(Stored data)
== Segment start ==
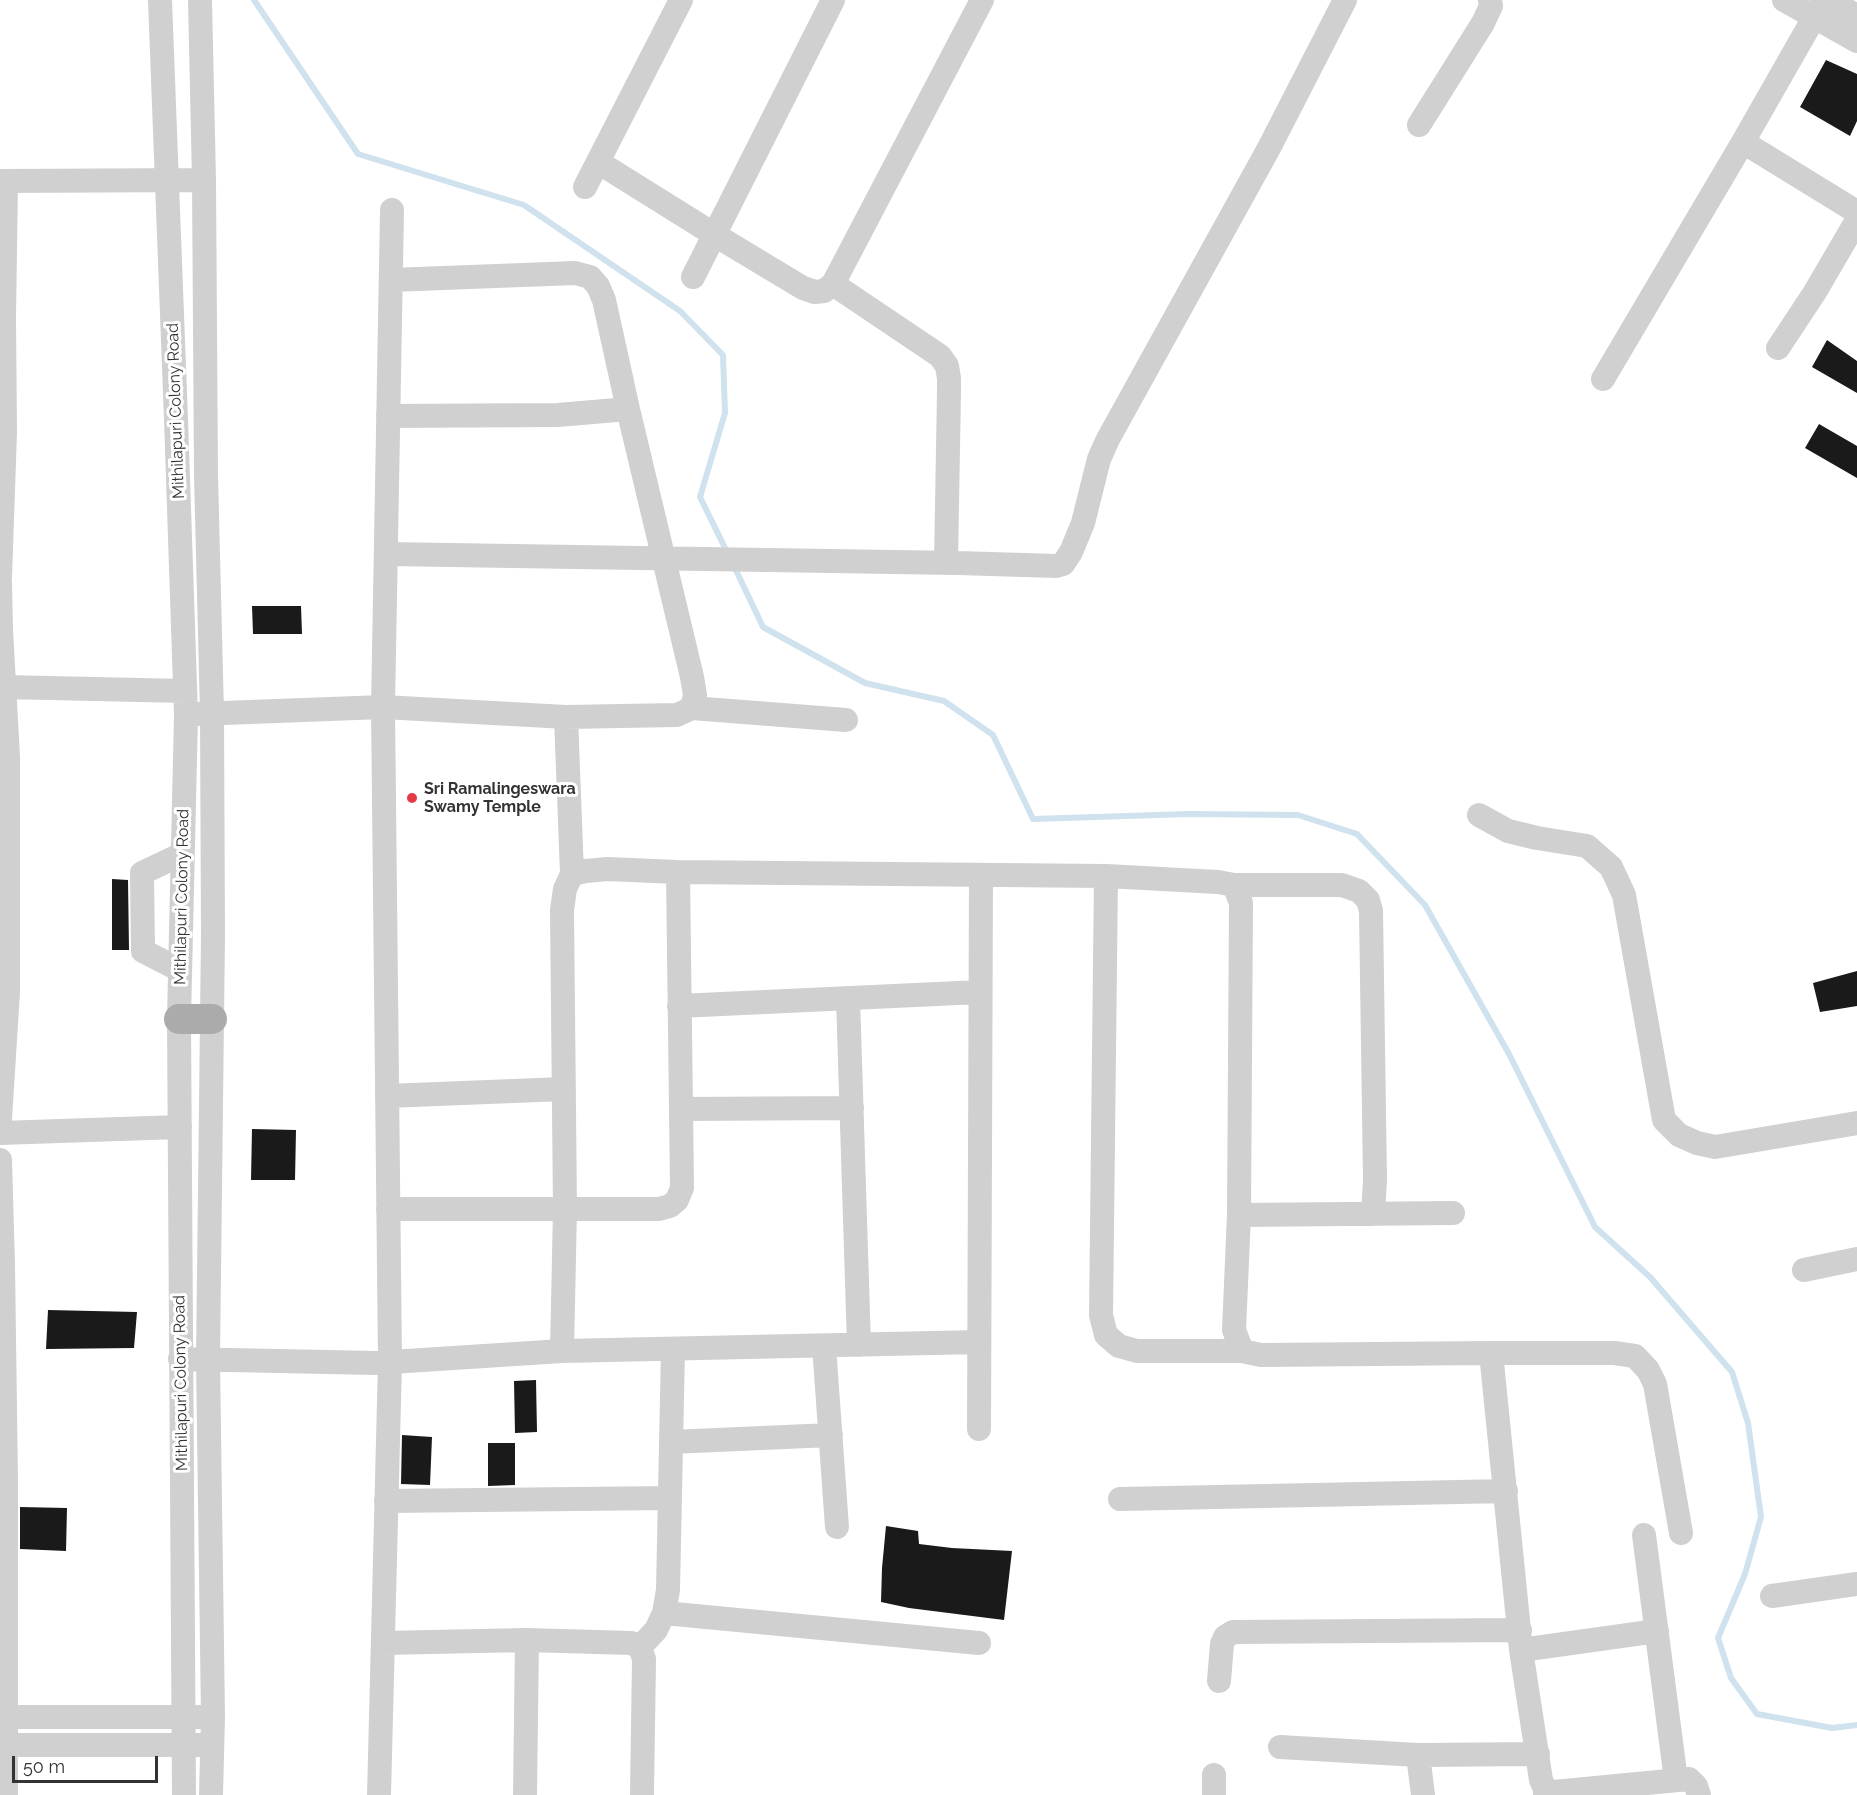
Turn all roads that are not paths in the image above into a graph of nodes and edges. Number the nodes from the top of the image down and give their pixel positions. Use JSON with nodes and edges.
{"nodes":[{"id":1,"x":160,"y":0,"type":"edge"},
{"id":2,"x":200,"y":0,"type":"edge"},
{"id":3,"x":681,"y":0,"type":"edge"},
{"id":4,"x":833,"y":0,"type":"edge"},
{"id":5,"x":982,"y":0,"type":"edge"},
{"id":6,"x":1345,"y":0,"type":"edge"},
{"id":7,"x":1490,"y":0,"type":"edge"},
{"id":8,"x":1784,"y":0,"type":"edge"},
{"id":9,"x":1823,"y":6,"type":"edge"},
{"id":10,"x":1857,"y":16,"type":"edge"},
{"id":11,"x":1857,"y":41,"type":"edge"},
{"id":12,"x":1419,"y":125,"type":"dead end"},
{"id":13,"x":1743,"y":142,"type":"junction"},
{"id":14,"x":598,"y":162,"type":"junction"},
{"id":15,"x":166,"y":179,"type":"junction"},
{"id":16,"x":204,"y":180,"type":"junction"},
{"id":17,"x":3,"y":181,"type":"edge"},
{"id":18,"x":585,"y":187,"type":"dead end"},
{"id":19,"x":392,"y":210,"type":"dead end"},
{"id":20,"x":1857,"y":212,"type":"edge"},
{"id":21,"x":1857,"y":219,"type":"edge"},
{"id":22,"x":715,"y":235,"type":"junction"},
{"id":23,"x":693,"y":277,"type":"dead end"},
{"id":24,"x":391,"y":280,"type":"junction"},
{"id":25,"x":833,"y":284,"type":"junction"},
{"id":26,"x":2,"y":319,"type":"edge"},
{"id":27,"x":1779,"y":348,"type":"dead end"},
{"id":28,"x":1604,"y":379,"type":"dead end"},
{"id":29,"x":628,"y":409,"type":"junction"},
{"id":30,"x":388,"y":416,"type":"junction"},
{"id":31,"x":1,"y":523,"type":"edge"},
{"id":32,"x":386,"y":554,"type":"junction"},
{"id":33,"x":664,"y":559,"type":"junction"},
{"id":34,"x":946,"y":563,"type":"junction"},
{"id":35,"x":0,"y":577,"type":"edge"},
{"id":36,"x":0,"y":582,"type":"edge"},
{"id":37,"x":0,"y":630,"type":"edge"},
{"id":38,"x":4,"y":687,"type":"junction"},
{"id":39,"x":185,"y":691,"type":"junction"},
{"id":40,"x":383,"y":707,"type":"junction"},
{"id":41,"x":692,"y":708,"type":"junction"},
{"id":42,"x":212,"y":713,"type":"junction"},
{"id":43,"x":186,"y":715,"type":"junction"},
{"id":44,"x":566,"y":717,"type":"junction"},
{"id":45,"x":846,"y":720,"type":"dead end"},
{"id":46,"x":4,"y":757,"type":"edge"},
{"id":47,"x":1479,"y":815,"type":"dead end"},
{"id":48,"x":182,"y":854,"type":"junction"},
{"id":49,"x":678,"y":872,"type":"junction"},
{"id":50,"x":572,"y":874,"type":"junction"},
{"id":51,"x":981,"y":875,"type":"junction"},
{"id":52,"x":1106,"y":876,"type":"junction"},
{"id":53,"x":1234,"y":885,"type":"junction"},
{"id":54,"x":180,"y":970,"type":"junction"},
{"id":55,"x":4,"y":992,"type":"edge"},
{"id":56,"x":980,"y":992,"type":"junction"},
{"id":57,"x":848,"y":998,"type":"junction"},
{"id":58,"x":679,"y":1006,"type":"junction"},
{"id":59,"x":179,"y":1019,"type":"junction"},
{"id":60,"x":212,"y":1019,"type":"junction"},
{"id":61,"x":564,"y":1089,"type":"junction"},
{"id":62,"x":387,"y":1096,"type":"junction"},
{"id":63,"x":852,"y":1108,"type":"junction"},
{"id":64,"x":681,"y":1109,"type":"junction"},
{"id":65,"x":0,"y":1119,"type":"edge"},
{"id":66,"x":1857,"y":1123,"type":"edge"},
{"id":67,"x":180,"y":1126,"type":"junction"},
{"id":68,"x":0,"y":1133,"type":"edge"},
{"id":69,"x":0,"y":1160,"type":"edge"},
{"id":70,"x":388,"y":1209,"type":"junction"},
{"id":71,"x":565,"y":1209,"type":"junction"},
{"id":72,"x":1453,"y":1213,"type":"dead end"},
{"id":73,"x":1239,"y":1215,"type":"junction"},
{"id":74,"x":1373,"y":1215,"type":"junction"},
{"id":75,"x":1857,"y":1259,"type":"edge"},
{"id":76,"x":2,"y":1264,"type":"edge"},
{"id":77,"x":1804,"y":1270,"type":"dead end"},
{"id":78,"x":979,"y":1342,"type":"junction"},
{"id":79,"x":859,"y":1345,"type":"junction"},
{"id":80,"x":824,"y":1346,"type":"junction"},
{"id":81,"x":673,"y":1349,"type":"junction"},
{"id":82,"x":562,"y":1351,"type":"junction"},
{"id":83,"x":1242,"y":1351,"type":"junction"},
{"id":84,"x":1491,"y":1353,"type":"junction"},
{"id":85,"x":180,"y":1359,"type":"junction"},
{"id":86,"x":208,"y":1359,"type":"junction"},
{"id":87,"x":390,"y":1362,"type":"junction"},
{"id":88,"x":979,"y":1429,"type":"dead end"},
{"id":89,"x":831,"y":1435,"type":"junction"},
{"id":90,"x":671,"y":1442,"type":"junction"},
{"id":91,"x":3,"y":1481,"type":"edge"},
{"id":92,"x":1506,"y":1491,"type":"junction"},
{"id":93,"x":670,"y":1498,"type":"junction"},
{"id":94,"x":1120,"y":1498,"type":"dead end"},
{"id":95,"x":386,"y":1501,"type":"junction"},
{"id":96,"x":837,"y":1527,"type":"dead end"},
{"id":97,"x":1681,"y":1533,"type":"dead end"},
{"id":98,"x":1644,"y":1535,"type":"dead end"},
{"id":99,"x":1857,"y":1584,"type":"edge"},
{"id":100,"x":3,"y":1589,"type":"edge"},
{"id":101,"x":1773,"y":1596,"type":"dead end"},
{"id":102,"x":664,"y":1613,"type":"junction"},
{"id":103,"x":1657,"y":1631,"type":"junction"},
{"id":104,"x":527,"y":1640,"type":"junction"},
{"id":105,"x":1521,"y":1640,"type":"junction"},
{"id":106,"x":383,"y":1643,"type":"junction"},
{"id":107,"x":979,"y":1643,"type":"dead end"},
{"id":108,"x":640,"y":1647,"type":"junction"},
{"id":109,"x":1219,"y":1681,"type":"dead end"},
{"id":110,"x":3,"y":1717,"type":"edge"},
{"id":111,"x":185,"y":1717,"type":"junction"},
{"id":112,"x":213,"y":1718,"type":"junction"},
{"id":113,"x":3,"y":1745,"type":"edge"},
{"id":114,"x":184,"y":1745,"type":"junction"},
{"id":115,"x":212,"y":1745,"type":"junction"},
{"id":116,"x":1280,"y":1747,"type":"dead end"},
{"id":117,"x":1538,"y":1754,"type":"junction"},
{"id":118,"x":1418,"y":1755,"type":"junction"},
{"id":119,"x":1676,"y":1780,"type":"junction"},
{"id":120,"x":1545,"y":1792,"type":"edge"},
{"id":121,"x":6,"y":1795,"type":"edge"},
{"id":122,"x":184,"y":1795,"type":"edge"},
{"id":123,"x":211,"y":1795,"type":"edge"},
{"id":124,"x":379,"y":1795,"type":"edge"},
{"id":125,"x":525,"y":1795,"type":"edge"},
{"id":126,"x":642,"y":1795,"type":"edge"},
{"id":127,"x":1423,"y":1795,"type":"edge"},
{"id":128,"x":1699,"y":1795,"type":"edge"}],
"edges":[{"from":1,"to":15,"type":"street","name":"Mithilapuri Colony Road"},
{"from":2,"to":16,"type":"street","name":"Mithilapuri Colony Road"},
{"from":3,"to":14,"type":"street"},
{"from":4,"to":22,"type":"street"},
{"from":5,"to":25,"type":"street"},
{"from":6,"to":34,"type":"street"},
{"from":7,"to":12,"type":"street"},
{"from":8,"to":9,"type":"street"},
{"from":9,"to":10,"type":"street"},
{"from":9,"to":11,"type":"street"},
{"from":9,"to":13,"type":"street"},
{"from":13,"to":20,"type":"street"},
{"from":13,"to":28,"type":"street"},
{"from":14,"to":18,"type":"street"},
{"from":14,"to":22,"type":"street"},
{"from":15,"to":16,"type":"street"},
{"from":15,"to":17,"type":"street"},
{"from":15,"to":39,"type":"street","name":"Mithilapuri Colony Road"},
{"from":16,"to":42,"type":"street","name":"Mithilapuri Colony Road"},
{"from":17,"to":26,"type":"street"},
{"from":19,"to":24,"type":"street"},
{"from":21,"to":27,"type":"street"},
{"from":22,"to":23,"type":"street"},
{"from":22,"to":25,"type":"street"},
{"from":24,"to":29,"type":"street"},
{"from":24,"to":30,"type":"street"},
{"from":25,"to":34,"type":"street"},
{"from":26,"to":31,"type":"street"},
{"from":29,"to":30,"type":"street"},
{"from":29,"to":33,"type":"street"},
{"from":30,"to":32,"type":"street"},
{"from":31,"to":35,"type":"street"},
{"from":32,"to":33,"type":"street"},
{"from":32,"to":40,"type":"street"},
{"from":33,"to":34,"type":"street"},
{"from":33,"to":41,"type":"street"},
{"from":36,"to":37,"type":"street"},
{"from":37,"to":38,"type":"street"},
{"from":38,"to":39,"type":"street"},
{"from":38,"to":46,"type":"street"},
{"from":39,"to":43,"type":"street","name":"Mithilapuri Colony Road"},
{"from":40,"to":42,"type":"street"},
{"from":40,"to":44,"type":"street"},
{"from":40,"to":62,"type":"street"},
{"from":41,"to":44,"type":"street"},
{"from":41,"to":45,"type":"street"},
{"from":42,"to":43,"type":"street"},
{"from":42,"to":60,"type":"street","name":"Mithilapuri Colony Road"},
{"from":43,"to":48,"type":"street","name":"Mithilapuri Colony Road"},
{"from":44,"to":50,"type":"street"},
{"from":46,"to":55,"type":"street"},
{"from":47,"to":66,"type":"street"},
{"from":48,"to":54,"type":"street","name":"Mithilapuri Colony Road"},
{"from":48,"to":54,"type":"street"},
{"from":49,"to":50,"type":"street"},
{"from":49,"to":51,"type":"street"},
{"from":49,"to":58,"type":"street"},
{"from":50,"to":61,"type":"street"},
{"from":51,"to":52,"type":"street"},
{"from":51,"to":56,"type":"street"},
{"from":52,"to":53,"type":"street"},
{"from":52,"to":83,"type":"street"},
{"from":53,"to":73,"type":"street"},
{"from":53,"to":74,"type":"street"},
{"from":54,"to":59,"type":"street","name":"Mithilapuri Colony Road"},
{"from":55,"to":65,"type":"street"},
{"from":56,"to":57,"type":"street"},
{"from":56,"to":78,"type":"street"},
{"from":57,"to":58,"type":"street"},
{"from":57,"to":63,"type":"street"},
{"from":58,"to":64,"type":"street"},
{"from":59,"to":60,"type":"main road"},
{"from":59,"to":67,"type":"street","name":"Mithilapuri Colony Road"},
{"from":60,"to":86,"type":"street","name":"Mithilapuri Colony Road"},
{"from":61,"to":62,"type":"street"},
{"from":61,"to":71,"type":"street"},
{"from":62,"to":70,"type":"street"},
{"from":63,"to":64,"type":"street"},
{"from":63,"to":79,"type":"street"},
{"from":64,"to":71,"type":"street"},
{"from":67,"to":68,"type":"street"},
{"from":67,"to":85,"type":"street","name":"Mithilapuri Colony Road"},
{"from":69,"to":76,"type":"street"},
{"from":70,"to":71,"type":"street"},
{"from":70,"to":87,"type":"street"},
{"from":71,"to":82,"type":"street"},
{"from":72,"to":74,"type":"street"},
{"from":73,"to":74,"type":"street"},
{"from":73,"to":83,"type":"street"},
{"from":75,"to":77,"type":"street"},
{"from":76,"to":91,"type":"street"},
{"from":78,"to":79,"type":"street"},
{"from":78,"to":88,"type":"street"},
{"from":79,"to":80,"type":"street"},
{"from":80,"to":81,"type":"street"},
{"from":80,"to":89,"type":"street"},
{"from":81,"to":82,"type":"street"},
{"from":81,"to":90,"type":"street"},
{"from":82,"to":87,"type":"street"},
{"from":83,"to":84,"type":"street"},
{"from":84,"to":92,"type":"street"},
{"from":84,"to":97,"type":"street"},
{"from":85,"to":86,"type":"street"},
{"from":85,"to":111,"type":"street","name":"Mithilapuri Colony Road"},
{"from":86,"to":87,"type":"street"},
{"from":86,"to":112,"type":"street","name":"Mithilapuri Colony Road"},
{"from":87,"to":95,"type":"street"},
{"from":89,"to":90,"type":"street"},
{"from":89,"to":96,"type":"street"},
{"from":90,"to":93,"type":"street"},
{"from":91,"to":100,"type":"street"},
{"from":92,"to":94,"type":"street"},
{"from":92,"to":105,"type":"street"},
{"from":93,"to":95,"type":"street"},
{"from":93,"to":102,"type":"street"},
{"from":95,"to":106,"type":"street"},
{"from":98,"to":103,"type":"street"},
{"from":99,"to":101,"type":"street"},
{"from":100,"to":110,"type":"street"},
{"from":102,"to":107,"type":"street"},
{"from":102,"to":108,"type":"street"},
{"from":103,"to":105,"type":"street"},
{"from":103,"to":119,"type":"street"},
{"from":104,"to":106,"type":"street"},
{"from":104,"to":108,"type":"street"},
{"from":104,"to":125,"type":"street"},
{"from":105,"to":109,"type":"street"},
{"from":105,"to":117,"type":"street"},
{"from":106,"to":124,"type":"street"},
{"from":108,"to":126,"type":"street"},
{"from":110,"to":111,"type":"street"},
{"from":110,"to":113,"type":"street"},
{"from":111,"to":112,"type":"street"},
{"from":111,"to":114,"type":"street","name":"Mithilapuri Colony Road"},
{"from":112,"to":115,"type":"street","name":"Mithilapuri Colony Road"},
{"from":113,"to":114,"type":"street"},
{"from":113,"to":121,"type":"street"},
{"from":114,"to":115,"type":"street"},
{"from":114,"to":122,"type":"street","name":"Mithilapuri Colony Road"},
{"from":115,"to":123,"type":"street","name":"Mithilapuri Colony Road"},
{"from":116,"to":118,"type":"street"},
{"from":117,"to":118,"type":"street"},
{"from":117,"to":120,"type":"street"},
{"from":118,"to":127,"type":"street"},
{"from":119,"to":120,"type":"street"},
{"from":119,"to":128,"type":"street"}]}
== Segment end ==
What this task involves >> A single number is needed: the count of lines in the records that contain "nodes".

Exercise output >> 2